Sullivan comes from a long line of teachers in her family and married a teacher, Joel, who also teaches at Ames High. She started envisioning herself as a teacher back in third grade, when she drew pictures of herself sitting at the teacher’s desk.

Sullivan said she initially modeled teaching the way it had been taught to her.

“The way I learned was that the teacher was in front, and it was a very static thing,” she said. “Years ago, I was standing at the board doing traditional teaching when I realized I knew exactly where I was going with the lesson, but the students did not.

“I discovered that having students regurgitate work doesn’t work. I eventually learned to create meaningful work for the students, not just work.”
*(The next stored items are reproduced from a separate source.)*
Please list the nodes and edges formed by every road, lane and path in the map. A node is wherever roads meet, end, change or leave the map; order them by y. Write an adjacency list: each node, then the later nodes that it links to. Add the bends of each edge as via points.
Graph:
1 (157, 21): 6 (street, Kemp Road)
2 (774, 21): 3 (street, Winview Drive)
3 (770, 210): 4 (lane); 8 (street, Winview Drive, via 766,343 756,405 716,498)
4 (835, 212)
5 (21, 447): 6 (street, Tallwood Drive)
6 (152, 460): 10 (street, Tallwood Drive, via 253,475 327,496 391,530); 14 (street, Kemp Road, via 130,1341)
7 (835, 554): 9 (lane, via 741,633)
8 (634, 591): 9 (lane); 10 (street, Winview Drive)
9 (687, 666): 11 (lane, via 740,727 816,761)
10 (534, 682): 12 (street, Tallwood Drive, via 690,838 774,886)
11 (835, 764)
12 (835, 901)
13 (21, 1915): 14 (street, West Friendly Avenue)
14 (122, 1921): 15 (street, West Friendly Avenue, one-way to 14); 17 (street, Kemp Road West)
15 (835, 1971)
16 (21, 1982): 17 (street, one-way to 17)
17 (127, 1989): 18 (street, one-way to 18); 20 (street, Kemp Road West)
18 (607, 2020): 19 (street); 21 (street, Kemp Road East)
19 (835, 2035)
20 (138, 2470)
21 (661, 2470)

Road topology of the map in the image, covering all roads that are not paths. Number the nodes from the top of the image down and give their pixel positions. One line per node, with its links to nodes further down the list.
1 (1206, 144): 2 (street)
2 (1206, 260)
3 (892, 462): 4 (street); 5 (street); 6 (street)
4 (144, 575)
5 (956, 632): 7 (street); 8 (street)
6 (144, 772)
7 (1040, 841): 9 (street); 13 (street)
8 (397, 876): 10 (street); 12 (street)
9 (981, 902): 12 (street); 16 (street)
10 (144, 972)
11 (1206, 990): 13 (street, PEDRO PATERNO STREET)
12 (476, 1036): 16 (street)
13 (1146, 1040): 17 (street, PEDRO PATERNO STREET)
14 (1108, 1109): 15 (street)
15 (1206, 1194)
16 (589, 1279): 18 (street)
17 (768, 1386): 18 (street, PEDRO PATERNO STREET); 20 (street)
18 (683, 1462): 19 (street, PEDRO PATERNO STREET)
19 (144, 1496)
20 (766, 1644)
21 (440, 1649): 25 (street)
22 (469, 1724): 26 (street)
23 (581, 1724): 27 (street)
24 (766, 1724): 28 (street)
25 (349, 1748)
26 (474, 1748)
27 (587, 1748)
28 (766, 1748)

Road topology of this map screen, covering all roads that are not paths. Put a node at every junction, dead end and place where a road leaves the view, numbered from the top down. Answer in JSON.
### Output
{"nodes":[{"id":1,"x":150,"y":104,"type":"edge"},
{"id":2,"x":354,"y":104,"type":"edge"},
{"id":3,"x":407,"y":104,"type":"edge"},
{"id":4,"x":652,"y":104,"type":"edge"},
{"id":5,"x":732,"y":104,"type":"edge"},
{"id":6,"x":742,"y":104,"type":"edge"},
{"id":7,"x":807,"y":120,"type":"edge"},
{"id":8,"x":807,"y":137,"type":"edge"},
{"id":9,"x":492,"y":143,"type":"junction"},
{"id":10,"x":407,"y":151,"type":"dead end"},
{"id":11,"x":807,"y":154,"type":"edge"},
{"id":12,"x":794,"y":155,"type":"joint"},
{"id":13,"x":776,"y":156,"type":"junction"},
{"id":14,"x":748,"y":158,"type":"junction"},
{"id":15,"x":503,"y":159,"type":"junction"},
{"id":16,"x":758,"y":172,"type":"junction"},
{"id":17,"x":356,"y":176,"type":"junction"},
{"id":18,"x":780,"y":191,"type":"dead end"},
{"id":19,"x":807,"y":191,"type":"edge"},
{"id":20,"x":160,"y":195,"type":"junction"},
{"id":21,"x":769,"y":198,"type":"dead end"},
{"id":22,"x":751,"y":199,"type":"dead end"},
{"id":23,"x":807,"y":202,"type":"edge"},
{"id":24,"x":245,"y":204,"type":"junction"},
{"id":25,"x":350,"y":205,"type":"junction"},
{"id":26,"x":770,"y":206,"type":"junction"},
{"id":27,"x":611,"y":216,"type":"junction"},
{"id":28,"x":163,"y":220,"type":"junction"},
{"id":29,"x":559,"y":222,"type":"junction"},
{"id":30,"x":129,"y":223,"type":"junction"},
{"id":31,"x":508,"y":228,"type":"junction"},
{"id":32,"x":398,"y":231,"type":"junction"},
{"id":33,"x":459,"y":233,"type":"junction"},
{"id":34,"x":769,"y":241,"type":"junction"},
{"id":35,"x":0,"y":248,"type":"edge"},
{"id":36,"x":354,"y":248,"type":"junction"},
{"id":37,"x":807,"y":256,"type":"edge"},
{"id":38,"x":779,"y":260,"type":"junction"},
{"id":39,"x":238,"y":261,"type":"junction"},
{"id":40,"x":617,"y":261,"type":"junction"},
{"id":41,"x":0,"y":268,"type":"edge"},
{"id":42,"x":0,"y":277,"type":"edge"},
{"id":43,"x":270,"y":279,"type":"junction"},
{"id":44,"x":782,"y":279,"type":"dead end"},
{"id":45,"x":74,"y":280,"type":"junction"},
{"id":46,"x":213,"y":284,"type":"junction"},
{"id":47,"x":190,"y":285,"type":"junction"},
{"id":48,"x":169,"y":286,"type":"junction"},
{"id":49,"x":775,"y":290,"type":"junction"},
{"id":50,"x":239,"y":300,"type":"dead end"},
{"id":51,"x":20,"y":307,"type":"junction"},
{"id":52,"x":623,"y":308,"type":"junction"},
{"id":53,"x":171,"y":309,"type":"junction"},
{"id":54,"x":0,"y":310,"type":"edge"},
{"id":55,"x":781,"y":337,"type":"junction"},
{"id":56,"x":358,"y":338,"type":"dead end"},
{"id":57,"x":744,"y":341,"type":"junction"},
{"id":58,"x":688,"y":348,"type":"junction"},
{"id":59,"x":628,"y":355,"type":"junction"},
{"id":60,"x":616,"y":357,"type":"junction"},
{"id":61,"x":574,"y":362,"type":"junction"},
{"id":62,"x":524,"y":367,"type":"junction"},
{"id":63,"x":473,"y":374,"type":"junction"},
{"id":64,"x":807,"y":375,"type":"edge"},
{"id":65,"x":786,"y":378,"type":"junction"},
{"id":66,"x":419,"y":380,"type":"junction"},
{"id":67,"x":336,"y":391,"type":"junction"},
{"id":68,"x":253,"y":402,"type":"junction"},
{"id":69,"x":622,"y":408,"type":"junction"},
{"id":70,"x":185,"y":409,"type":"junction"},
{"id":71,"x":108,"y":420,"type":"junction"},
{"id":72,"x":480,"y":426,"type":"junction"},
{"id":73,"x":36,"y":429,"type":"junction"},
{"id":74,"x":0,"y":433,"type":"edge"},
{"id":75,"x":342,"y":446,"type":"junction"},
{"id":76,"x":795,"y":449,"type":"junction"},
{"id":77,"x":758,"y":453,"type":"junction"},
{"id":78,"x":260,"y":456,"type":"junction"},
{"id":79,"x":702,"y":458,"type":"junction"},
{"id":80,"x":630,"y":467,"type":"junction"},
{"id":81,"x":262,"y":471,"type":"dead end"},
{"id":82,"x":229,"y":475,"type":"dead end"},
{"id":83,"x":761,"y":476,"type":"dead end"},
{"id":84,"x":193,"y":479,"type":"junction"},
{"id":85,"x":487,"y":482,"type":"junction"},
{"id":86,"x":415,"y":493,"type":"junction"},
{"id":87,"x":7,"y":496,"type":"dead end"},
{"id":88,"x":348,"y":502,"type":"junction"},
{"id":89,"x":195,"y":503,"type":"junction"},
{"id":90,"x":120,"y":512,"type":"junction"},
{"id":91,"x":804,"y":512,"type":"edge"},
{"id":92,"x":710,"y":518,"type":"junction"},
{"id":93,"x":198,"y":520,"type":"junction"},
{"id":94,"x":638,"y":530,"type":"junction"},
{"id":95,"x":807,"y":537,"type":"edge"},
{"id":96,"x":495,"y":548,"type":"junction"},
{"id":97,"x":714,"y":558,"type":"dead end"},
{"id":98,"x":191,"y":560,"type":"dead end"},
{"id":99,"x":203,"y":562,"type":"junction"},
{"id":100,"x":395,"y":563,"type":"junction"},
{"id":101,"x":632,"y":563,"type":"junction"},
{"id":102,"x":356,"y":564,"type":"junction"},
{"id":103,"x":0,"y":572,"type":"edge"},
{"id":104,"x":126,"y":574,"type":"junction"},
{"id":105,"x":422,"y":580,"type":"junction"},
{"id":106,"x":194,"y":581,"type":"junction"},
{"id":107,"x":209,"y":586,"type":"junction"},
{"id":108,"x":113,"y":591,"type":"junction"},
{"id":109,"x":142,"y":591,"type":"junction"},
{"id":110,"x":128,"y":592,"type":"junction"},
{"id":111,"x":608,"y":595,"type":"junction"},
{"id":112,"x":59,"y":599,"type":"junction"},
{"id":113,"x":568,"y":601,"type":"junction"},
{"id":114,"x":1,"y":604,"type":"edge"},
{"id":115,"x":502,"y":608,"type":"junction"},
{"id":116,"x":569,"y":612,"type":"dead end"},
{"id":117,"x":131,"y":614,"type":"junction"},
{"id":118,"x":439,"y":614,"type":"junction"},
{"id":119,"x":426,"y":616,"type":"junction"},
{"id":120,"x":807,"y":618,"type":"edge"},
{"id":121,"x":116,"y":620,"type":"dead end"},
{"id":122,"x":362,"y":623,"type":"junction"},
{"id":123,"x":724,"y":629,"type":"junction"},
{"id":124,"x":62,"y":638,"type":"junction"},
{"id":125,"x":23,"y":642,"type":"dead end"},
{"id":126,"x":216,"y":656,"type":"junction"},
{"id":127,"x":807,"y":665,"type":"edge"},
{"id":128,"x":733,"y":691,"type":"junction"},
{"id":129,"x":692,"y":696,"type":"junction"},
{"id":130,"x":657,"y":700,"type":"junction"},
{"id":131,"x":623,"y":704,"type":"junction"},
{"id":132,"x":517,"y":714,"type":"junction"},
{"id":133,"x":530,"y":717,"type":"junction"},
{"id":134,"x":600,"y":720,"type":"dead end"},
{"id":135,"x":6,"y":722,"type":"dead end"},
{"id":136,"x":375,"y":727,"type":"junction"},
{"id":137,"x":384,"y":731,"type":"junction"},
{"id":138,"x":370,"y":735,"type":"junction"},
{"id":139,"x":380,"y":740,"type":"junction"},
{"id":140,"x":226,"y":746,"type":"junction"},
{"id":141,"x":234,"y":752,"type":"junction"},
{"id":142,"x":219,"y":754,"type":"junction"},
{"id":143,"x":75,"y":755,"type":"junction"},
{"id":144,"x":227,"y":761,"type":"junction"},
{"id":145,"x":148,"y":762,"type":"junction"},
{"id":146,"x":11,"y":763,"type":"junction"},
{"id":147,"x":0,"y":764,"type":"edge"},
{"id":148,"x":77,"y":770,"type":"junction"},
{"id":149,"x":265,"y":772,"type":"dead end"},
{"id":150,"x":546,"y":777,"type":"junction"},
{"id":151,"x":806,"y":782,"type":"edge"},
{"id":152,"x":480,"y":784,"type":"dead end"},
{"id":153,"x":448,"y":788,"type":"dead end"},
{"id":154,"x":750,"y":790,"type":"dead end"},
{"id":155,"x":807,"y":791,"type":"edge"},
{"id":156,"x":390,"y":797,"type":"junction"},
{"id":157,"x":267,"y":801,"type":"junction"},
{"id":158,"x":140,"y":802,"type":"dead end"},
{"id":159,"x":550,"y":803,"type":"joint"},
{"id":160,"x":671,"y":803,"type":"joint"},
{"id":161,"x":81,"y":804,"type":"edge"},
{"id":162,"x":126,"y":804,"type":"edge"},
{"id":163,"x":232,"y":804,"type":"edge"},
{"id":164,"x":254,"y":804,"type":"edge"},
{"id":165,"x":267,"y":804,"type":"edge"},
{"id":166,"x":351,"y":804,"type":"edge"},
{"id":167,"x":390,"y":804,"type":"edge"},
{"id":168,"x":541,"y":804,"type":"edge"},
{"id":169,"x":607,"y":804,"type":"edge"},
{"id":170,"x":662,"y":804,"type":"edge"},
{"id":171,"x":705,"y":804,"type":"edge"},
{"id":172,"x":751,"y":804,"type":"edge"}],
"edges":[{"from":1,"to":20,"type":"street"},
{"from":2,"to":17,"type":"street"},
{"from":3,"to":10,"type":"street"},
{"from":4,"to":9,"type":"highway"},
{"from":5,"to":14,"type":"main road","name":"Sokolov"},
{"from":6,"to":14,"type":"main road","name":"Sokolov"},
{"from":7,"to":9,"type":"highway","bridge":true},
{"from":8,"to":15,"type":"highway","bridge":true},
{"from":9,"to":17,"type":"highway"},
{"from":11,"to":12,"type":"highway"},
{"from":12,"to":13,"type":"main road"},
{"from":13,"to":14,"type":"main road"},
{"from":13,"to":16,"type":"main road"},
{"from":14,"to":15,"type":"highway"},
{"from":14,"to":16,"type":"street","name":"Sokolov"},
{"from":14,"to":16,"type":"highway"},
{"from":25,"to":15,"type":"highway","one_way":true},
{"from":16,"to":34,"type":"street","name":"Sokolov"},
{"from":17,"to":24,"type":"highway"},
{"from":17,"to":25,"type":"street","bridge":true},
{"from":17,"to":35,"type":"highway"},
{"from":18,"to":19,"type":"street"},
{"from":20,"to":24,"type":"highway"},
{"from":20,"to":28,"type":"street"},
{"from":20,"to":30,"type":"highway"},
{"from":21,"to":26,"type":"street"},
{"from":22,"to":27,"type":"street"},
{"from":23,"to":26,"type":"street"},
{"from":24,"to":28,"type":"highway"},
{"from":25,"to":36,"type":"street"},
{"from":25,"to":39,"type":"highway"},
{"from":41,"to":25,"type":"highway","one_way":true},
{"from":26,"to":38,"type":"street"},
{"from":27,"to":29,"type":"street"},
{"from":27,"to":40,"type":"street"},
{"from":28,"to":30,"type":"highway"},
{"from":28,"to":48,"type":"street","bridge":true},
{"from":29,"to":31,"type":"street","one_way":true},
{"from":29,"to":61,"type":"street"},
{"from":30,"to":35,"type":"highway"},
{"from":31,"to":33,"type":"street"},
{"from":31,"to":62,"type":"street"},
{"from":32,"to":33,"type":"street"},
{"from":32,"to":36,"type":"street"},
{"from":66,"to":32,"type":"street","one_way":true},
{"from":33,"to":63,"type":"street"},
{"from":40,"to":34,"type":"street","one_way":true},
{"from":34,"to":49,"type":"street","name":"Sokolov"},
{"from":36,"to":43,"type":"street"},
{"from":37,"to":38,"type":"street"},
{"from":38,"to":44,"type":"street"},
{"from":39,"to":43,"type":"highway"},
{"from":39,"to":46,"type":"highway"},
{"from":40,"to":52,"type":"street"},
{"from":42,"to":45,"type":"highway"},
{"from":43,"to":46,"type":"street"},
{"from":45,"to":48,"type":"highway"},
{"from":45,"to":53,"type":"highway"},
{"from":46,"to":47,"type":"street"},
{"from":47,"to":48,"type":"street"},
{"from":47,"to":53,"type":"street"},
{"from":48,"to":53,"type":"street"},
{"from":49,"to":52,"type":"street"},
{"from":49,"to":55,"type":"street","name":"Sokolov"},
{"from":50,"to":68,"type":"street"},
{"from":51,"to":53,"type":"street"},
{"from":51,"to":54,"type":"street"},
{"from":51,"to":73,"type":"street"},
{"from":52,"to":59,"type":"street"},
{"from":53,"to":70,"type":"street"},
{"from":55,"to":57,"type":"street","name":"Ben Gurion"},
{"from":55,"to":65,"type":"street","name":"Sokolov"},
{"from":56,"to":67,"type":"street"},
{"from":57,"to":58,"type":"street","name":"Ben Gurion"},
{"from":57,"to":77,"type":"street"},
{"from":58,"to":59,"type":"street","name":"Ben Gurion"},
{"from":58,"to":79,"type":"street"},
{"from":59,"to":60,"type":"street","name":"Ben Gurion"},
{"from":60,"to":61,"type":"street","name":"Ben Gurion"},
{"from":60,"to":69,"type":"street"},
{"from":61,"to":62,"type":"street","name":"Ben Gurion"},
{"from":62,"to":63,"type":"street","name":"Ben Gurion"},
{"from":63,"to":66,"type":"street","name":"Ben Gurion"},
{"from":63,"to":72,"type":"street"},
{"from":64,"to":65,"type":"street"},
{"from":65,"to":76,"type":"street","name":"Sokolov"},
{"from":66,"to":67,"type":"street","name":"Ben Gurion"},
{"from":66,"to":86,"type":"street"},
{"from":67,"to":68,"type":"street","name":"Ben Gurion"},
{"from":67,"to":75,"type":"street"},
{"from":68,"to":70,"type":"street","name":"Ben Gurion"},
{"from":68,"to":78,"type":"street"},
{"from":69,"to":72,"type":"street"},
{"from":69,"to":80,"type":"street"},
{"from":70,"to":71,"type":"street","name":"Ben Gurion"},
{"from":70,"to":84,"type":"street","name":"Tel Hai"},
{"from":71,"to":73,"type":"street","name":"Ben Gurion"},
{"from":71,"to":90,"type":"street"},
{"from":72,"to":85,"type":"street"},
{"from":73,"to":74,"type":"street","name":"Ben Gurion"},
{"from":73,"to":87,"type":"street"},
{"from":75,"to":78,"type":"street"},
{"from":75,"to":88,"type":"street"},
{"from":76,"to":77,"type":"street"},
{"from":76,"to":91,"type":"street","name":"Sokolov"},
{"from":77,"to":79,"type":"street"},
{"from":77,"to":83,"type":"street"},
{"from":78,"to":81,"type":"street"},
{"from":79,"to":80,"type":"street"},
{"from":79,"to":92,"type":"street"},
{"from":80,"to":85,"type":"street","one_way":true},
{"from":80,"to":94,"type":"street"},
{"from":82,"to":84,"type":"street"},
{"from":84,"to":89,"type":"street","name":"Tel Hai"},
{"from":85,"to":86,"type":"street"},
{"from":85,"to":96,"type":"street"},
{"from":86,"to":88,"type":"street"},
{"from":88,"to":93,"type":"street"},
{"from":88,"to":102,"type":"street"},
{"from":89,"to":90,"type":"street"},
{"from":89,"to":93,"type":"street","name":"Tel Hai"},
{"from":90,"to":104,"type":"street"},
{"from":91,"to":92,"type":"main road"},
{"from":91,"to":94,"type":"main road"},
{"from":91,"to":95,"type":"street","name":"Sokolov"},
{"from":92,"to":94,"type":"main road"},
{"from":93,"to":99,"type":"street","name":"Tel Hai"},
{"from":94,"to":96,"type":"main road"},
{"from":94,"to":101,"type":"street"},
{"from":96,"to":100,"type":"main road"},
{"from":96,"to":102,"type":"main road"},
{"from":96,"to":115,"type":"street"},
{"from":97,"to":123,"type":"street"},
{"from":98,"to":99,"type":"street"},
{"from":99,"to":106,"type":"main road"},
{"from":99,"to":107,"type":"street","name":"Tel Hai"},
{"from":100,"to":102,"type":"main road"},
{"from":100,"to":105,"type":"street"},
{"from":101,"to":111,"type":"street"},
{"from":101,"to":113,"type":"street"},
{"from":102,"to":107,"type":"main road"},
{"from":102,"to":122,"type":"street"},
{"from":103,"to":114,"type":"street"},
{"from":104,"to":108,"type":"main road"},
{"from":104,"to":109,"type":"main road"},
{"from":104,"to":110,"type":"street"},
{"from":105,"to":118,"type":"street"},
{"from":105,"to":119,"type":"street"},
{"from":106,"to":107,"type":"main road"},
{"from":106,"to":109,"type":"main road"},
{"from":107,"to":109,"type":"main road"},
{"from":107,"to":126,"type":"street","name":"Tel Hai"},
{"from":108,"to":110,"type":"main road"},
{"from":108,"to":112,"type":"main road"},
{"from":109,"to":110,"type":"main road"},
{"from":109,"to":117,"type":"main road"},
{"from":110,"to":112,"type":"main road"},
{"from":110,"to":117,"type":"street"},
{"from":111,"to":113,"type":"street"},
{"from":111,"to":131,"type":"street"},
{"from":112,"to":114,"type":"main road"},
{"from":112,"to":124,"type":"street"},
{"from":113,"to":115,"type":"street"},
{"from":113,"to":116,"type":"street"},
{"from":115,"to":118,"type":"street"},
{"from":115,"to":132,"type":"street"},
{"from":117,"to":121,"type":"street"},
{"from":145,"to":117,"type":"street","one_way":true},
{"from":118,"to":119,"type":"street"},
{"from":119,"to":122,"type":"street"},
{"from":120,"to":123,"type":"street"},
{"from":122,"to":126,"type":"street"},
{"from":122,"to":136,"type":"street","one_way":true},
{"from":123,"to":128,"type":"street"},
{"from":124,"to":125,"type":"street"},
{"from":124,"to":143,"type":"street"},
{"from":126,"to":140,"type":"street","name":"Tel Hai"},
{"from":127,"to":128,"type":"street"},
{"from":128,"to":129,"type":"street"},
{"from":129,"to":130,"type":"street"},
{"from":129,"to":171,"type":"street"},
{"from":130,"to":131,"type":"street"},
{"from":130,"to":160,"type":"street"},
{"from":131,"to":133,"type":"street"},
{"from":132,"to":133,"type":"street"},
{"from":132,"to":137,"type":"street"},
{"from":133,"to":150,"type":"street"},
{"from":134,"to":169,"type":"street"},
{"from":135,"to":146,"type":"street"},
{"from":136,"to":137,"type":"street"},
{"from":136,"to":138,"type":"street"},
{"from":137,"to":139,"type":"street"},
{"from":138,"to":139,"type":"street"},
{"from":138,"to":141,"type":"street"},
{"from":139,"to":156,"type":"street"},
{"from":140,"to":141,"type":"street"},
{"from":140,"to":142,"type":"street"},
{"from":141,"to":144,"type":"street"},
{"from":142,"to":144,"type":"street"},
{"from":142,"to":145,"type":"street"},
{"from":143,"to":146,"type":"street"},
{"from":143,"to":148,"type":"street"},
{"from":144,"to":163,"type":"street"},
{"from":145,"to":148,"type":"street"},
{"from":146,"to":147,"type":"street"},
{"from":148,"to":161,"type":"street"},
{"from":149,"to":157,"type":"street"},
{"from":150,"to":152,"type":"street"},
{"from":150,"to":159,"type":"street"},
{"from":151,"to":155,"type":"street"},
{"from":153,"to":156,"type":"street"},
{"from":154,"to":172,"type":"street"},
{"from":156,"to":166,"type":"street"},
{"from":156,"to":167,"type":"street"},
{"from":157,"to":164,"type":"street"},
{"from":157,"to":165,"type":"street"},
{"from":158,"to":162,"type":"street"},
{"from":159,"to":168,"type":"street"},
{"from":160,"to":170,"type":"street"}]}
A good teacher, she said, is flexible, has a vision of where things are going, and reacts to how things are going.

“Because of the Iowa academic standards, we had to reorganize, and it’s been very exciting,” she said. “Being reflective is key: ‘What went well, what do I need to shorten up?’ You need to be constantly reviewing, revising lessons, anticipating what’s going to happen, but still be able to react and adjust to what happened.”

Sullivan and her husband live in Ames with their two sons, Lane and Leo.

Finalists for the Iowa Department of Education’s 2018 Teacher of the Year are:

  • Heather Anderson, a second-grade teacher at Grant Ragan Elementary School in the Waukee Community School District

  • Chelsea Bissen, a business teacher at Carroll High School in the Carroll Community School District

  • Jeremiah Cooper, a technology education and architecture/engineering teacher at Waukee APEX in the Waukee Community School District

  • Susan Jordan, a second-grade teacher at Morningside Elementary School in the Sioux City Community School District

  • Keith Kersten, a life science teacher at Logan-Magnolia Junior-Senior High School

The Iowa Teacher of the Year award was established in 1958. The annual program is sponsored by the Iowa Department of Education through an appropriation from the Iowa Legislature. Honorees serve as ambassadors to education and act as liaisons to schools, higher education, and organizations across the state.